News

DoST introduces internet digital certificates for e-identity protection

Monday 18 August 2014 14:02 CET | News

The Philippines Department of Science and Technology (DoST) has started an initiative to enable internet citizens to be safe from cybercrime.

The DoST’s Philippine National Public Key Infrastructure (PNPKI) uses digital certificates to secure internet transactions between people and with the different government agencies.

A digital certificate is an attachment to an electronic message used to verify that the sender is who he or she claims to be and to give a receiver the means to encrypt a reply.

According to Rage Callao, of the DoST Advanced Science and Technology Institute, digital certificates could be issued to people, organizations and systems after a strict process of verification by the registration authority.
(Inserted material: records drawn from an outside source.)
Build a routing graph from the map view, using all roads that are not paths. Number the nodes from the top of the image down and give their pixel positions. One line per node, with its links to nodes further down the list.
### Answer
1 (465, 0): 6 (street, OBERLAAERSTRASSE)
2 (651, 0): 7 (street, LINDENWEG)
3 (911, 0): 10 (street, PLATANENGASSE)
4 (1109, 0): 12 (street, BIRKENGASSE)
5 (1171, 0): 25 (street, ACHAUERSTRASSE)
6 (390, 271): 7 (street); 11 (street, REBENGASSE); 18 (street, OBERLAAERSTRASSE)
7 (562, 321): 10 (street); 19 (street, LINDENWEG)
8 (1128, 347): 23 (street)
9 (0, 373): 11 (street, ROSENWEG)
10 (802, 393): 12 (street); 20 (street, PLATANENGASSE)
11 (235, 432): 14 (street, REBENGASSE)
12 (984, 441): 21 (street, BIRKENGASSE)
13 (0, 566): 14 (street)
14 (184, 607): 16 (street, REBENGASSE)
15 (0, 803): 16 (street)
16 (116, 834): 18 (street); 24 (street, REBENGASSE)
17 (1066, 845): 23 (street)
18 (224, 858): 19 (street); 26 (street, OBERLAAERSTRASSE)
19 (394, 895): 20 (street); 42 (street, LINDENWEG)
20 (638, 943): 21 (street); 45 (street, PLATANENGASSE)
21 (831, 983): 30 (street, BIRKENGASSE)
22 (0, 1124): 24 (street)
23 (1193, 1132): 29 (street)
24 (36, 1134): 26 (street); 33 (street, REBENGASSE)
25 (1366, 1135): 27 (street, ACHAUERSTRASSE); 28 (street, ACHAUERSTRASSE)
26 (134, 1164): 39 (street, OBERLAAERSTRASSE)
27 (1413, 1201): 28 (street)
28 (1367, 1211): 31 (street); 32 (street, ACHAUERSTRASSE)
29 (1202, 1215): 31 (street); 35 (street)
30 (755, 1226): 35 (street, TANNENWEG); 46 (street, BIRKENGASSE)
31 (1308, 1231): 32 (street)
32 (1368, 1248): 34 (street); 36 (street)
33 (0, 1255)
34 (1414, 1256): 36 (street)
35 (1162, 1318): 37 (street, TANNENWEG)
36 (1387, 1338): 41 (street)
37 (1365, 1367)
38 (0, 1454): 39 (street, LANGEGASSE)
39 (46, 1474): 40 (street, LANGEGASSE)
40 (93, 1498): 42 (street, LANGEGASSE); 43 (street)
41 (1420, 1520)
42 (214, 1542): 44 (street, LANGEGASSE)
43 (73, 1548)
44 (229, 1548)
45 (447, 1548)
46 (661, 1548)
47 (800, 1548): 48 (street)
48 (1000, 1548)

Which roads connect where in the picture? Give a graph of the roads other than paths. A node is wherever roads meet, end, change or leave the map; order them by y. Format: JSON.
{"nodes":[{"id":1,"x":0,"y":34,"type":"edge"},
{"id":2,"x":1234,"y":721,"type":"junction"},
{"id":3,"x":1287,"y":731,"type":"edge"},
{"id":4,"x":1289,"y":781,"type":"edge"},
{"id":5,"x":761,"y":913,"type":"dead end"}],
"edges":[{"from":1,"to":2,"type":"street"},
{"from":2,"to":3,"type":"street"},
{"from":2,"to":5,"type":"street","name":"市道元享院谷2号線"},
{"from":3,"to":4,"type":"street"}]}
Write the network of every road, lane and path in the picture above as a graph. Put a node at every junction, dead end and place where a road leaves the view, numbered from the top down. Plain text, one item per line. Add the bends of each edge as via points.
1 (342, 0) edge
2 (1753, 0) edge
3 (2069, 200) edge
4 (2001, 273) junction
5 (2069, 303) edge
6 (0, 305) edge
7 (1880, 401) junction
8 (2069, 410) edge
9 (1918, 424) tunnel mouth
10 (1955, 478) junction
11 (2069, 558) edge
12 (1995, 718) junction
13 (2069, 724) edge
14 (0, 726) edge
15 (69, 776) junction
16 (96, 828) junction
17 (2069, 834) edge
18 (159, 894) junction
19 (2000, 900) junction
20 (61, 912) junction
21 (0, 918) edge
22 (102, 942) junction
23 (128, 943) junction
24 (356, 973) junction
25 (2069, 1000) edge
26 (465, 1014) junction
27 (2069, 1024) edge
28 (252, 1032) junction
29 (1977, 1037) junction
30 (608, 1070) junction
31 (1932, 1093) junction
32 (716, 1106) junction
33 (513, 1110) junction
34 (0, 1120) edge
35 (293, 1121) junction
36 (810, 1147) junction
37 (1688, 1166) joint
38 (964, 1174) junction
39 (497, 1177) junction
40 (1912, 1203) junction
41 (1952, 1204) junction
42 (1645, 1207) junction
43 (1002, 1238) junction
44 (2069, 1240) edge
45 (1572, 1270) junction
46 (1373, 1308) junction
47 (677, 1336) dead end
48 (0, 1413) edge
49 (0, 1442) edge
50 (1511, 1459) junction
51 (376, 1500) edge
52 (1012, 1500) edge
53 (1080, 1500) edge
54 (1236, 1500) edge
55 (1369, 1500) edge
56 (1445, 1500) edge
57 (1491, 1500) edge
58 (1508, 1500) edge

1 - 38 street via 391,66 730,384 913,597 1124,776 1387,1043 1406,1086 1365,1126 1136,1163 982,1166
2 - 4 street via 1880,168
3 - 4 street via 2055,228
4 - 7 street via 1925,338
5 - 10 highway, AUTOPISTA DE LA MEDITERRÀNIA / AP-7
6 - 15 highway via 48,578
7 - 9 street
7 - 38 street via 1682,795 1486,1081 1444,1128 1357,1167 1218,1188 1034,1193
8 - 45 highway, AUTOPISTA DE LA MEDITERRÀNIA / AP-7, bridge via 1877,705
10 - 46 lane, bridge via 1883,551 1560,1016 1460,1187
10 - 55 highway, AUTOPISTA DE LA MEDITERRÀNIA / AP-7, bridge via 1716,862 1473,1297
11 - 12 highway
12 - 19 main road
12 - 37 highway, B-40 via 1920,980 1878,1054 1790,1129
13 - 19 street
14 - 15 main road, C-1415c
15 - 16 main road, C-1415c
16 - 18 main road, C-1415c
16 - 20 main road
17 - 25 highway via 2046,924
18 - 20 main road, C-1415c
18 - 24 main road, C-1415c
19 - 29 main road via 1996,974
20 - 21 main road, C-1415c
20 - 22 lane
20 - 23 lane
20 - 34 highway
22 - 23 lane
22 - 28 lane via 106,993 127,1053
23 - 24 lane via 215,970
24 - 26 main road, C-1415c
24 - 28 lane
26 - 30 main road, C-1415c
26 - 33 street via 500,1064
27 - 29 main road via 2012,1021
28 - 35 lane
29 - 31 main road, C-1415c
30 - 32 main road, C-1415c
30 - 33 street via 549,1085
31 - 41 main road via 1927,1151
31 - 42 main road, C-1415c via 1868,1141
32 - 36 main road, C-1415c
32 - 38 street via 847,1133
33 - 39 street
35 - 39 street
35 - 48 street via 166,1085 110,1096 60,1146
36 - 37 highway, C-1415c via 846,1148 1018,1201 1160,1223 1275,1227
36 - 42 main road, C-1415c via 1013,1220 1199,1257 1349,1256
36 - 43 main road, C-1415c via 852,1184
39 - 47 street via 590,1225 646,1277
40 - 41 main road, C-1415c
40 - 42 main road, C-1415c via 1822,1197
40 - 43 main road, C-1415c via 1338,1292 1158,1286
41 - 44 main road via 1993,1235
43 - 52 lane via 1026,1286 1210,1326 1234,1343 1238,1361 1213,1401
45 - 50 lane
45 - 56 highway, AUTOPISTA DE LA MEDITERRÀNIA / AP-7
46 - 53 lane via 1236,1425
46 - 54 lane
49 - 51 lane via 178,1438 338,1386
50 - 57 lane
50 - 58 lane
A person who wants to send an encrypted message can apply for a digital certificate, valid for two years, with a registration authority that will ask the certificating authority, the NCC, to generate the applicant’s digital certificate and private key. The digital certificate with the virtual key can then be used to encrypt emails or documents as well as to authenticate or put signatures in them and subsequently decode them.

A 2013 Department of Justice report on cybercrimes reveals that nearly 9 of 10 Filipino internet users have fallen victim to online malicious activity. Also, according to the Criminal Investigation and Detection Group’s anti-transnational crime division, the police unit handled 2,778 cases from 2003 to 2012 of cybercrime complaints from government agencies and private persons nationwide.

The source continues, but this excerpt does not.